Délais. Les magistrats spécialisés redoutent que ces EPM viennent juste s’ajouter à l’arsenal, entre les centres fermés et les quartiers des mineurs, et consacrent une préférence pour l’enfermement. Par un effet de vases communicants, c’est autant de moyens qui seront retirés aux mesures alternatives comme les suivis en milieu ouvert, pronostiquent-ils. « A Bobigny, quand un juge ordonne une prise en charge d’un mineur par un éducateur, il faut quatre à huit mois avant qu’elle se mette en place », constate Thierry Baranger, juge des enfants dans ce tribunal. Un délai qui met en péril tout le dispositif construit par le juge. « Le milieu ouvert n’existe plus », constate Thierry Baranger.
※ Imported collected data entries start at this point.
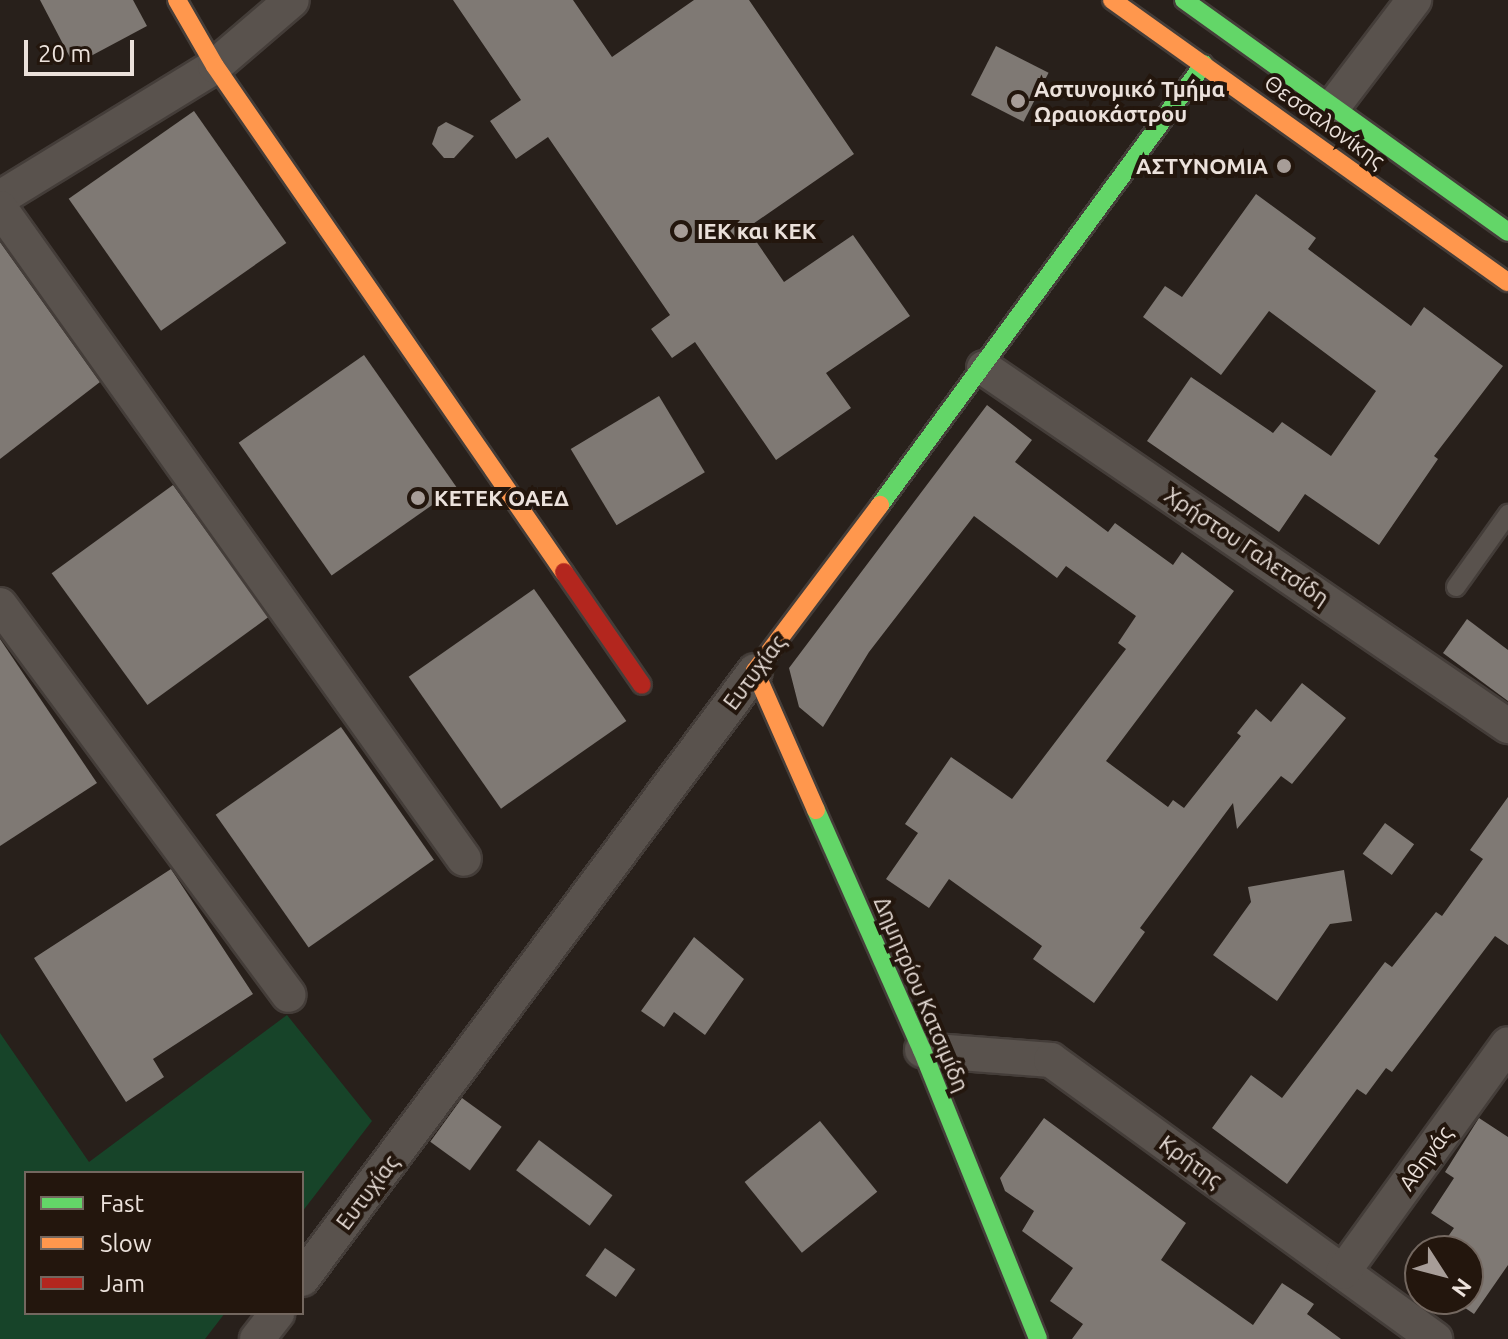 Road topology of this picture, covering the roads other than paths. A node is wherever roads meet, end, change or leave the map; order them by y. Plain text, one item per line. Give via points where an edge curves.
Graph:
1 (177, 0) edge
2 (292, 0) edge
3 (1112, 0) edge
4 (1184, 0) edge
5 (1414, 0) edge
6 (1204, 64) junction
7 (215, 66) junction
8 (1332, 108) junction
9 (0, 198) edge
10 (0, 208) edge
11 (1508, 232) edge
12 (1508, 282) edge
13 (984, 368) junction
14 (1508, 514) edge
15 (1456, 587) dead end
16 (0, 605) edge
17 (755, 671) junction
18 (642, 685) dead end
19 (1508, 726) edge
20 (464, 859) dead end
21 (289, 995) dead end
22 (1508, 1044) edge
23 (922, 1050) junction
24 (1343, 1272) junction
25 (304, 1276) edge
26 (275, 1315) edge
27 (257, 1339) edge
28 (1038, 1339) edge
29 (1435, 1339) edge

1 - 7 street
2 - 7 street
3 - 6 street, Θεσσαλονίκης
4 - 8 street, Θεσσαλονίκης
5 - 8 street
6 - 12 street, Θεσσαλονίκης
6 - 13 street, Ευτυχίας
7 - 9 street
7 - 18 street
8 - 11 street, Θεσσαλονίκης
10 - 20 street
13 - 17 street, Ευτυχίας
13 - 19 street, Χρήστου Γαλετσίδη
14 - 15 lane
16 - 21 street
17 - 23 street, Δημητρίου Κατσιμίδη
17 - 25 street, Ευτυχίας
22 - 24 street, Αθηνάς
23 - 24 street, Κρήτης via 1051,1060
23 - 28 street, Δημητρίου Κατσιμίδη
24 - 29 street, Κρήτης
26 - 27 street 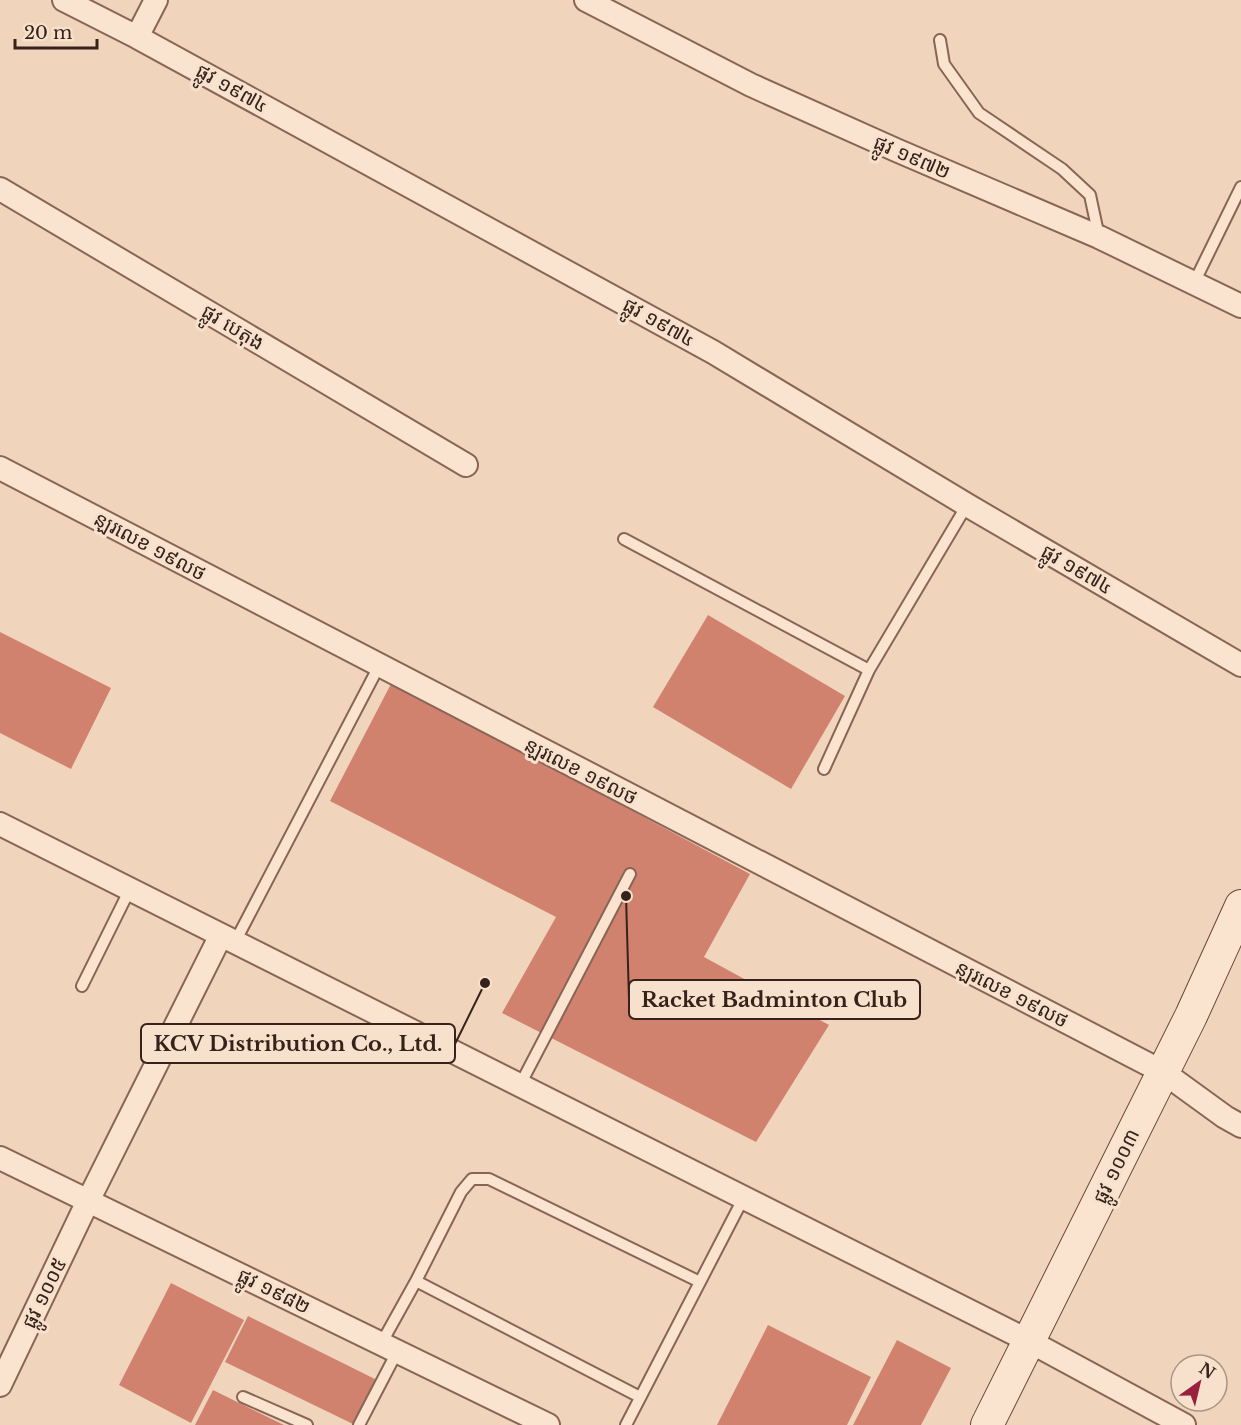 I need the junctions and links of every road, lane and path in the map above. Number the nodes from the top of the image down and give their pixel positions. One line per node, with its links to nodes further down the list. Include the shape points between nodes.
1 (64, 0): 4 (street, ផ្លូវ ១៩៧៤)
2 (156, 0): 4 (street)
3 (586, 0): 8 (street, ផ្លូវ ១៩៧២, via 751,85)
4 (137, 37): 13 (street, ផ្លូវ ១៩៧៤, via 703,346)
5 (940, 40): 8 (lane, via 944,64 979,113 1062,169 1090,195)
6 (1241, 187): 9 (lane)
7 (0, 189): 11 (street, ផ្លូវ បេតុង)
8 (1100, 237): 9 (street, ផ្លូវ ១៩៧២)
9 (1194, 283): 10 (street, ផ្លូវ ១៩៧២)
10 (1241, 306)
11 (465, 465)
12 (0, 468): 16 (street, ន្ឡរលេខ ១៩លថ)
13 (968, 505): 15 (street, ផ្លូវ ១៩៧៤); 17 (lane)
14 (624, 539): 17 (lane)
15 (1241, 665)
16 (379, 666): 23 (lane); 25 (street, ន្ឡរលេខ ១៩លថ)
17 (869, 670): 18 (lane)
18 (824, 769)
19 (0, 824): 21 (street)
20 (630, 874): 26 (lane)
21 (130, 889): 23 (street); 24 (lane)
22 (1241, 906): 25 (street, ផ្លូវ ១០០៣)
23 (228, 938): 26 (street); 30 (street, ផ្លូវ ១០០៥)
24 (82, 986)
25 (1163, 1072): 27 (street); 33 (street, ផ្លូវ ១០០៣)
26 (520, 1085): 29 (street)
27 (1241, 1126)
28 (0, 1158): 30 (street, ផ្លូវ ១៩៨២)
29 (744, 1197): 32 (lane); 33 (street)
30 (88, 1201): 34 (street, ផ្លូវ ១៩៨២); 35 (street, ផ្លូវ ១០០៥)
31 (416, 1281): 32 (lane, via 461,1192 472,1179 489,1179); 34 (lane); 37 (lane)
32 (700, 1282): 37 (lane)
33 (1029, 1341): 42 (street, ផ្លូវ ១០០៣); 43 (street)
34 (389, 1348): 39 (lane); 40 (street, ផ្លូវ ១៩៨២)
35 (0, 1385)
36 (243, 1397): 38 (lane)
37 (640, 1397): 41 (lane)
38 (307, 1425)
39 (359, 1425)
40 (548, 1425)
41 (626, 1425)
42 (987, 1425)
43 (1184, 1425)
Mafias. Juge des enfants à Evry, Catherine Sultan explique qu’environ 70 mineurs, dont une quinzaine de filles, sont actuellement à la prison de Fleury-Mérogis. Certaines gamines fréquentent l’école et y voient un moyen de s’en sortir. « Elles viennent de Roumanie ou d’ex-Yougoslavie et elles ont souvent été récupérées par des mafias. Mais elles sont inscrites dans une filiation où elles se repèrent. » En revanche, la majorité des jeunes qui échouent là sont « des enfants cassés, maltraités, marqués par les brisures familiales », dit la juge. « Ils ont construit leur personnalité au milieu de tout cela. Ce sont des jeunes qui jouent leur vie constamment. » Ces enfants-là ont besoin de tisser avec des adultes des liens radicalement différents de ceux qu’ils ont connus. « Mais on n’éduque pas sous cloche et par la contrainte », répètent les magistrats, rappelant la fermeture de la dernière maison de correction en 1978 par Alain Peyrefitte.

(1) Les autres sont situés dans les banlieues de Valenciennes, Meaux, Lyon, Mantes-la-Jolie, Nantes et Marseille.

(2) Deux concepteurs-constructeurs ont été choisis en juillet : Dumez-Pierre Vurpas-Technips TPS ; Léon Grosse-Adrian Fainsilber.